Task statement
What lines of the data below hold the string "MORAES"? Copy each one.

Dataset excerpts
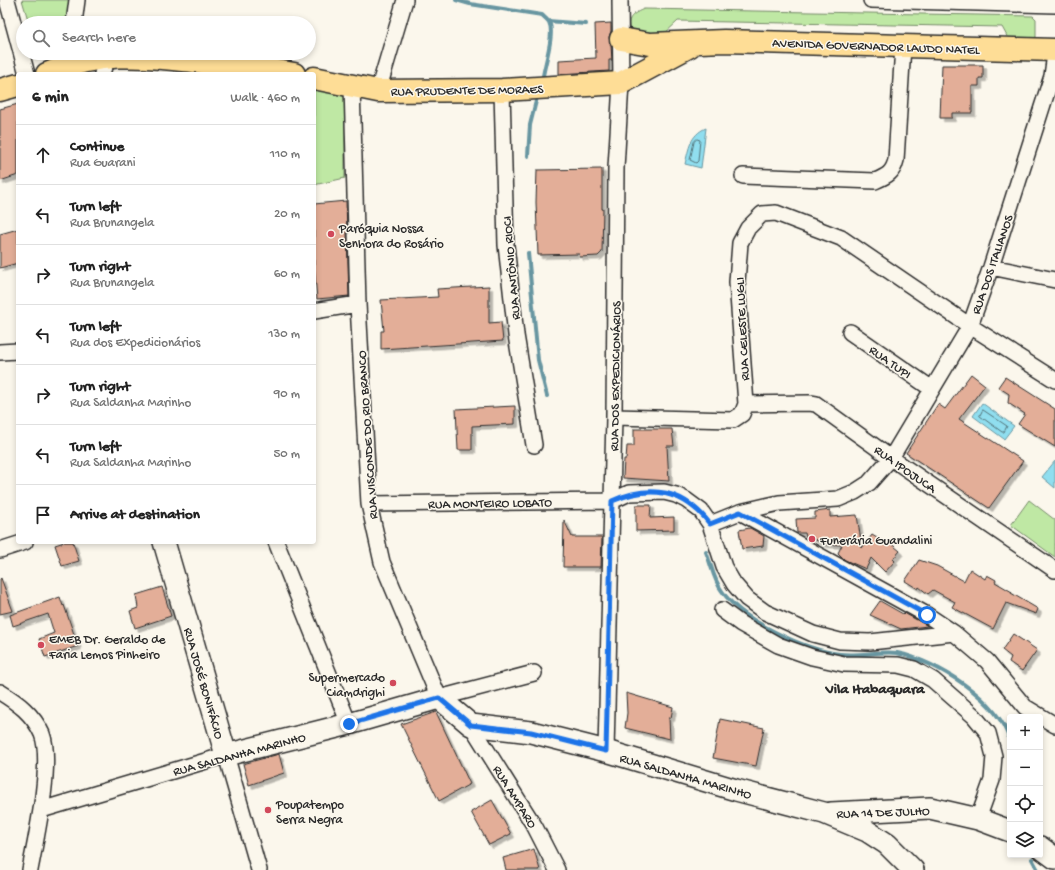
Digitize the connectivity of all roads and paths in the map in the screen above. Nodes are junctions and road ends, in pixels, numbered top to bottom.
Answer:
1 (7, 0) edge
2 (77, 0) edge
3 (405, 0) edge
4 (620, 0) edge
5 (871, 0) edge
6 (1055, 5) edge
7 (75, 16) edge
8 (16, 33) edge
9 (621, 39) junction
10 (697, 43) junction
11 (903, 46) junction
12 (1055, 50) edge
13 (1055, 54) edge
14 (23, 60) edge
15 (67, 60) edge
16 (80, 60) edge
17 (122, 60) edge
18 (178, 60) edge
19 (104, 65) edge
20 (26, 72) edge
21 (50, 72) edge
22 (270, 72) edge
23 (316, 78) edge
24 (621, 83) junction
25 (352, 85) junction
26 (16, 86) edge
27 (0, 90) edge
28 (502, 90) junction
29 (378, 91) junction
30 (743, 176) dead end
31 (991, 267) junction
32 (1055, 280) edge
33 (358, 304) junction
34 (316, 311) edge
35 (970, 326) junction
36 (850, 332) dead end
37 (16, 350) edge
38 (0, 352) edge
39 (1055, 380) edge
40 (932, 389) junction
41 (746, 404) junction
42 (614, 417) junction
43 (534, 445) dead end
44 (890, 458) junction
45 (612, 501) junction
46 (369, 504) junction
47 (740, 512) junction
48 (710, 524) junction
49 (19, 544) edge
50 (165, 544) edge
51 (277, 544) edge
52 (0, 550) edge
53 (1055, 570) edge
54 (722, 610) dead end
55 (775, 620) junction
56 (954, 633) junction
57 (778, 644) junction
58 (534, 673) dead end
59 (0, 692) edge
60 (439, 698) junction
61 (1026, 712) edge
62 (349, 724) junction
63 (471, 725) junction
64 (1055, 725) edge
65 (606, 751) junction
66 (226, 755) junction
67 (41, 810) junction
68 (824, 813) junction
69 (978, 819) junction
70 (1007, 830) edge
71 (1043, 849) edge
72 (1055, 858) edge
73 (30, 870) edge
74 (259, 870) edge
75 (557, 870) edge
76 (913, 870) edge

1 - 8 street
2 - 7 street
3 - 29 street
4 - 9 street, RUA DOS EXPEDICIONÁRIOS
5 - 6 street
9 - 10 main road, AVENIDA GOVERNADOR LAUDO NATEL
9 - 24 street, RUA DOS EXPEDICIONÁRIOS
10 - 11 main road, AVENIDA GOVERNADOR LAUDO NATEL
10 - 24 main road, AVENIDA GOVERNADOR LAUDO NATEL
11 - 12 main road, AVENIDA GOVERNADOR LAUDO NATEL
11 - 30 street
13 - 31 street, RUA DOS ITALIANOS
14 - 20 street
15 - 21 main road
16 - 19 main road
17 - 19 main road
18 - 22 main road
23 - 25 main road, RUA PRUDENTE DE MORAES
24 - 28 main road, RUA PRUDENTE DE MORAES
24 - 42 street, RUA DOS EXPEDICIONÁRIOS
25 - 29 main road, RUA PRUDENTE DE MORAES
25 - 33 street, RUA VISCONDE DO RIO BRANCO
26 - 27 main road
28 - 29 main road, RUA PRUDENTE DE MORAES
28 - 43 street, RUA ANTÔNIO RIOCI
31 - 32 street
31 - 35 street, RUA DOS ITALIANOS
33 - 34 street
33 - 46 street, RUA VISCONDE DO RIO BRANCO
35 - 39 street
35 - 40 street, RUA DOS ITALIANOS
35 - 41 street, RUA CELESTE LUGLI
36 - 40 street, RUA TUPI
37 - 38 street
40 - 44 street, RUA DOS ITALIANOS
41 - 42 street
41 - 44 street, RUA IPOJUCA
42 - 45 street, RUA DOS EXPEDICIONÁRIOS
44 - 47 street, RUA DOS ITALIANOS
44 - 53 street, RUA IPOJUCA
45 - 46 street, RUA MONTEIRO LOBATO
45 - 48 street
45 - 65 street, RUA DOS EXPEDICIONÁRIOS
46 - 60 street, RUA VISCONDE DO RIO BRANCO
47 - 48 street, RUA DOS ITALIANOS
47 - 56 street
48 - 55 street
49 - 52 street
50 - 66 main road, RUA JOSÉ BONIFÁCIO
51 - 62 street
54 - 57 street
55 - 56 street
55 - 57 street
56 - 61 street
57 - 69 street
58 - 60 street, RUA SALDANHA MARINHO
59 - 67 street
60 - 62 main road, RUA SALDANHA MARINHO
60 - 63 main road
61 - 64 street
62 - 66 main road, RUA SALDANHA MARINHO
63 - 65 main road, RUA SALDANHA MARINHO
63 - 75 street, RUA AMPARO
65 - 68 main road, RUA SALDANHA MARINHO
66 - 67 street, RUA SALDANHA MARINHO
66 - 74 street, RUA JOSÉ BONIFÁCIO
67 - 73 street
68 - 69 main road, RUA 14 DE JULHO
68 - 76 main road
69 - 70 main road, RUA 14 DE JULHO
71 - 72 main road

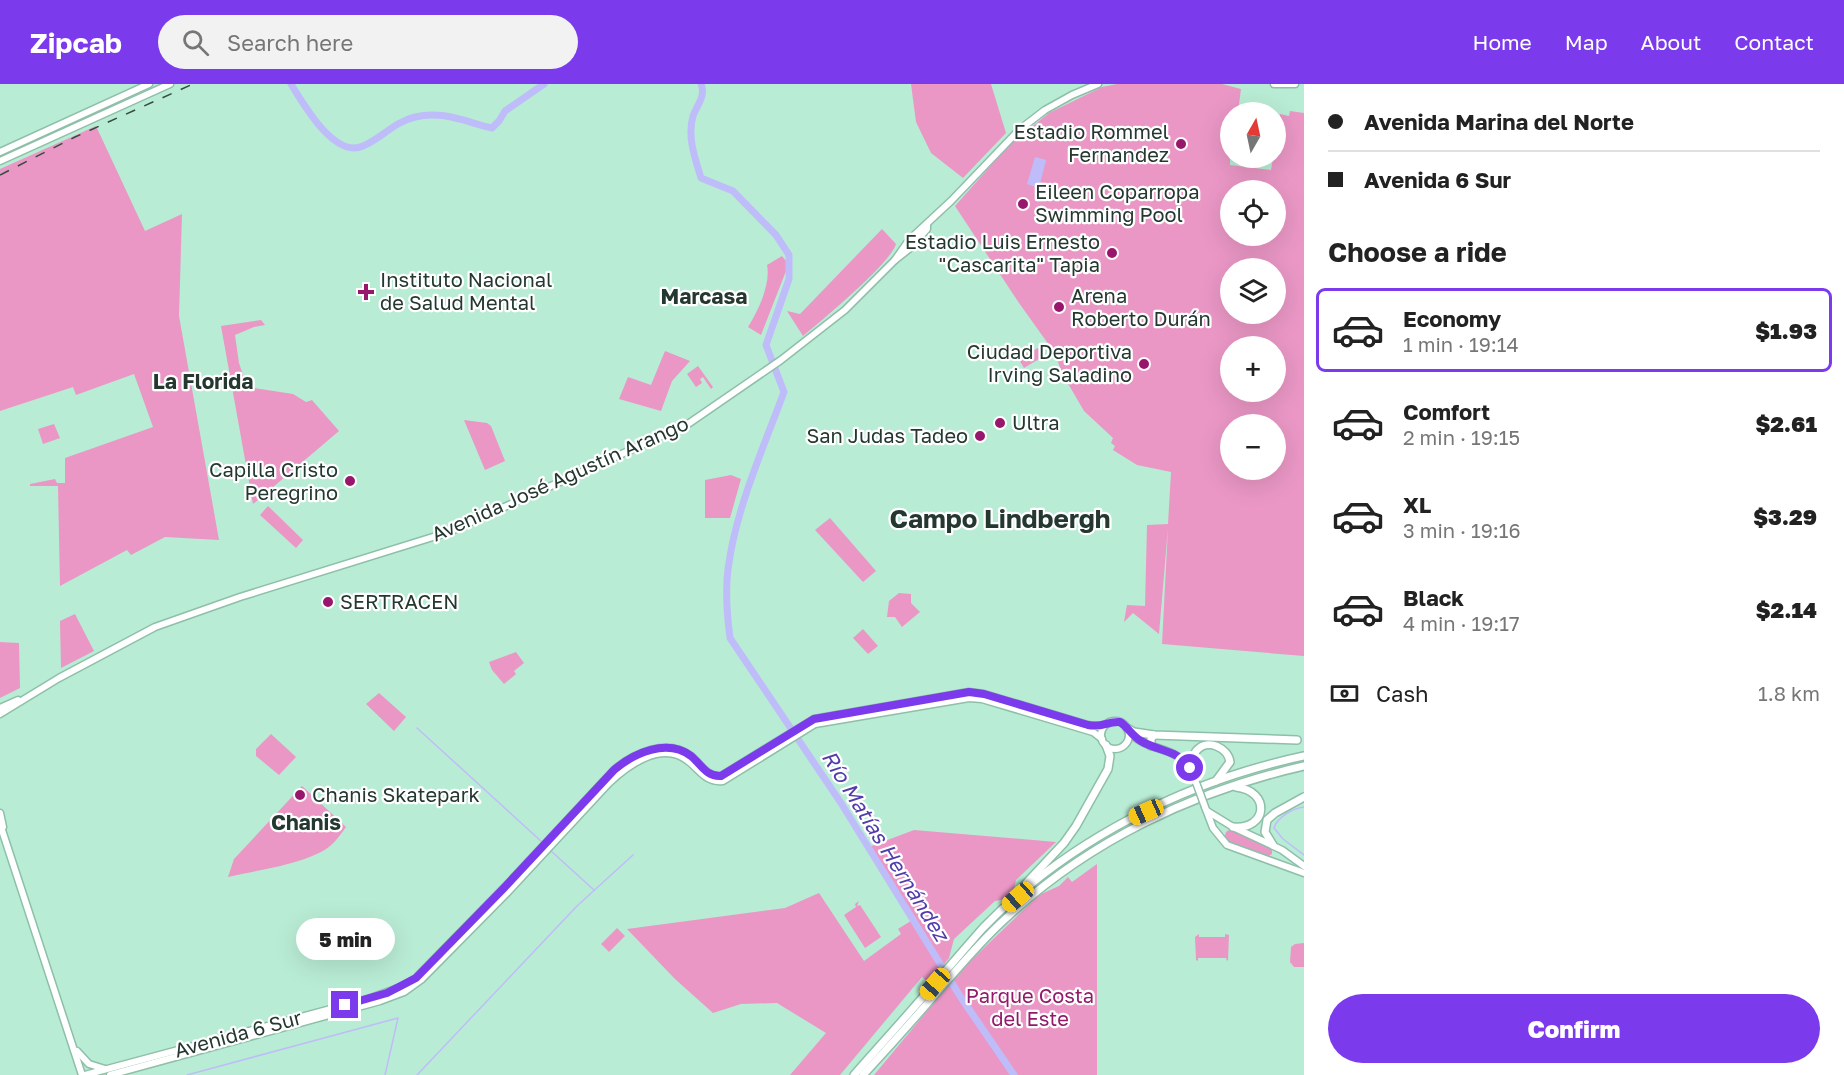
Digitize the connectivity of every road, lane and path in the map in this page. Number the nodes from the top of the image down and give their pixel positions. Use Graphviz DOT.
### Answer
graph roads {
  1 [pos="149,84"];
  2 [pos="170,84"];
  3 [pos="1098,84"];
  4 [pos="1274,84"];
  5 [pos="1295,84"];
  6 [pos="0,152"];
  7 [pos="0,163"];
  8 [pos="22,699"];
  9 [pos="0,708"];
  10 [pos="1039,713"];
  11 [pos="0,714"];
  12 [pos="1056,718"];
  13 [pos="809,724"];
  14 [pos="1107,724"];
  15 [pos="1128,730"];
  16 [pos="1154,735"];
  17 [pos="1301,740"];
  18 [pos="1104,742"];
  19 [pos="1149,745"];
  20 [pos="1122,747"];
  21 [pos="1304,756"];
  22 [pos="1304,766"];
  23 [pos="1190,768"];
  24 [pos="1215,782"];
  25 [pos="1234,786"];
  26 [pos="1304,797"];
  27 [pos="1206,808"];
  28 [pos="0,813"];
  29 [pos="0,824"];
  30 [pos="1233,827"];
  31 [pos="0,829"];
  32 [pos="7,842"];
  33 [pos="1225,843"];
  34 [pos="1273,845"];
  35 [pos="1267,860"];
  36 [pos="1304,866"];
  37 [pos="1304,873"];
  38 [pos="1002,911"];
  39 [pos="41,951"];
  40 [pos="955,964"];
  41 [pos="937,987"];
  42 [pos="76,1050"];
  43 [pos="110,1074"];
  44 [pos="82,1075"];
  45 [pos="854,1075"];
  46 [pos="863,1075"];
  1 -- 6 [label="main road"];
  2 -- 7 [label="main road"];
  3 -- 8 [label="main road, Avenida José Agustín Arango"];
  4 -- 5 [label="main road"];
  8 -- 9 [label="main road, Avenida José Agustín Arango"];
  8 -- 11 [label="main road, Avenida José Agustín Arango"];
  10 -- 12 [label="main road"];
  10 -- 13 [label="main road"];
  10 -- 13 [label="main road"];
  12 -- 14 [label="main road"];
  12 -- 18 [label="main road"];
  13 -- 43 [label="main road, Avenida 6 Sur"];
  14 -- 15 [label="main road"];
  14 -- 18 [label="main road"];
  15 -- 16 [label="highway"];
  15 -- 19 [label="main road"];
  15 -- 20 [label="main road"];
  16 -- 17 [label="highway"];
  16 -- 19 [label="highway"];
  18 -- 20 [label="main road"];
  18 -- 38 [label="highway"];
  19 -- 20 [label="main road"];
  19 -- 23 [label="main road"];
  21 -- 24 [label="highway"];
  22 -- 25 [label="highway"];
  23 -- 24 [label="highway"];
  23 -- 27 [label="main road, bridge"];
  24 -- 38 [label="highway"];
  25 -- 30 [label="highway"];
  25 -- 40 [label="highway"];
  26 -- 34 [label="highway"];
  27 -- 30 [label="main road"];
  27 -- 33 [label="main road"];
  28 -- 32 [label="main road"];
  29 -- 32 [label="main road"];
  30 -- 33 [label="main road"];
  30 -- 34 [label="main road"];
  31 -- 32 [label="main road"];
  32 -- 39 [label="main road"];
  33 -- 35 [label="main road"];
  34 -- 35 [label="main road"];
  34 -- 36 [label="main road"];
  35 -- 37 [label="main road"];
  38 -- 40 [label="highway"];
  39 -- 42 [label="main road"];
  39 -- 44 [label="main road"];
  40 -- 41 [label="highway"];
  41 -- 45 [label="highway"];
  41 -- 46 [label="highway"];
  42 -- 43 [label="main road"];
  42 -- 44 [label="main road"];
  43 -- 44 [label="main road, Avenida 6 Sur"];
}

Solution to the exercise
23 - 25 main road, RUA PRUDENTE DE MORAES
24 - 28 main road, RUA PRUDENTE DE MORAES
25 - 29 main road, RUA PRUDENTE DE MORAES
28 - 29 main road, RUA PRUDENTE DE MORAES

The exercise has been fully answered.